Documentos da Agência Nacional de Aviação Civil (Anac) indicam que os quatro jatinhos supostamente ligados ao presidente do União Brasil, Antônio Rueda, têm valor estimado em R$ 60,4 milhões. A investigação faz parte da Operação Tank, desdobramento da Operação Carbono Oculto, que apura infiltração do PCC em setores de combustíveis e financeiro.
Embora os registros apontem Rueda como beneficiário das aeronaves, o proprietário formal é o contador Bruno Ferreira Vicente de Queiroz, presidente de empresas como a Magic Aviation e a Bariloche Participações S.A., com capital social de R$ 110 milhões. Bruno também é sócio ou diretor de 15 empresas, incluindo a Rovaniemi Participações S.A., proprietária de uma das aeronaves.

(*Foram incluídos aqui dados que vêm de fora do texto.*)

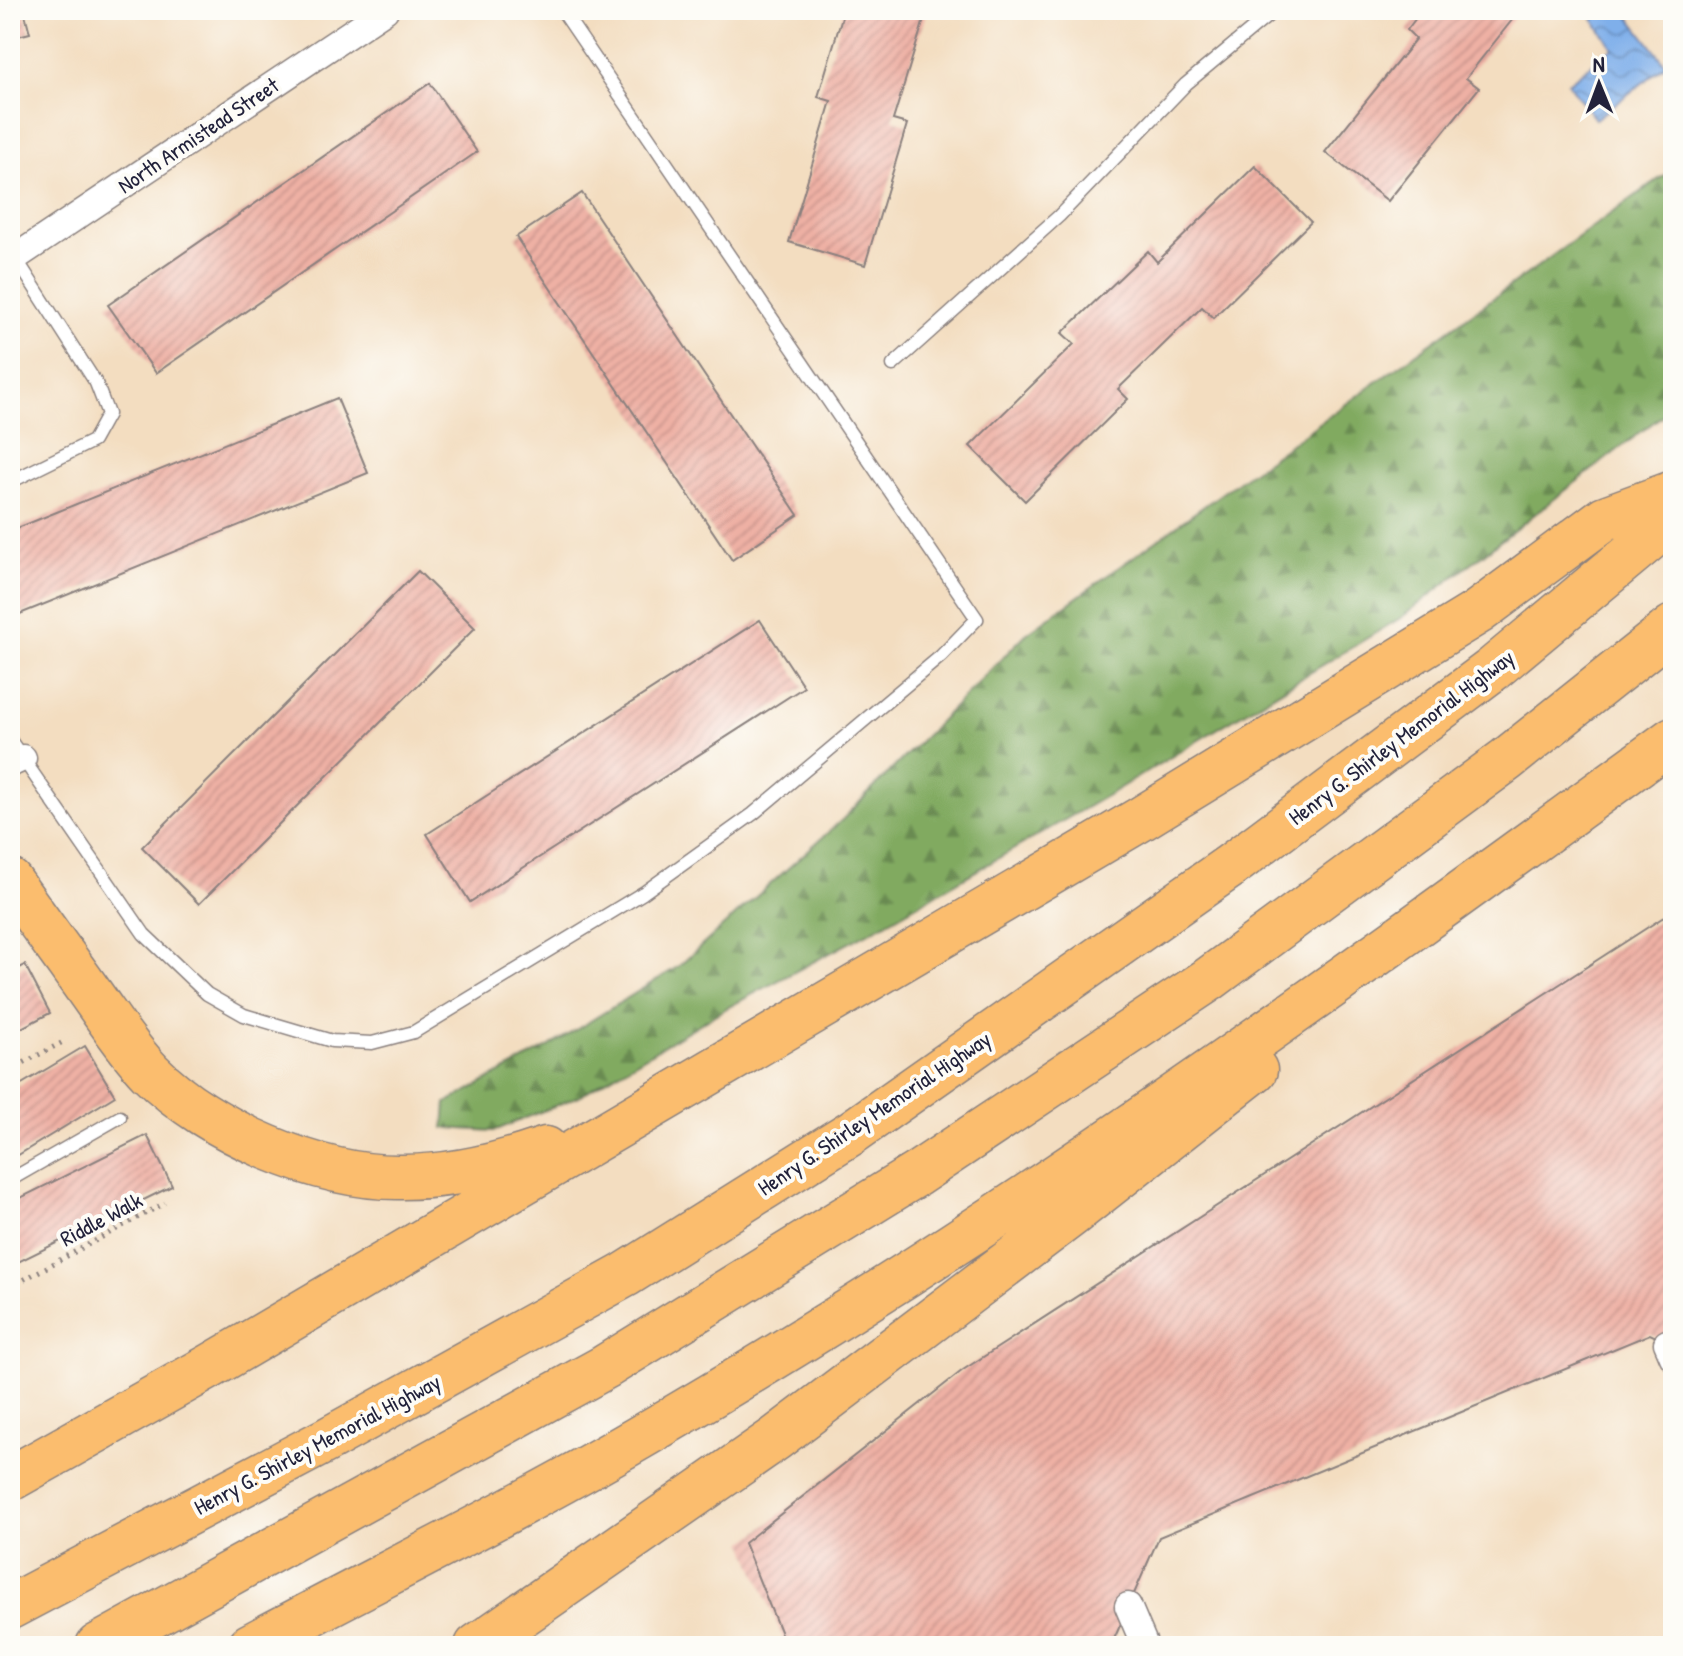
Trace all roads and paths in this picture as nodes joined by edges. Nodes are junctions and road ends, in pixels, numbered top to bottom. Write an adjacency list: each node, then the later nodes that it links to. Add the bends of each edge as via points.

Outras empresas ligadas aos jatinhos têm sócios com histórico em setores de mineração e saúde, mas negam vínculo com Rueda ou com a Operação Carbono Oculto.
Rueda, por sua vez, negou qualquer relação com as aeronaves ou os fatos investigados, classificando o contexto como “absolutamente infundado” e afirmando que tomará medidas legais para proteger sua reputação.
A Polícia Federal ainda avalia se abrirá uma investigação específica sobre Rueda, com base em novos indícios que possam surgir durante os desdobramentos da operação.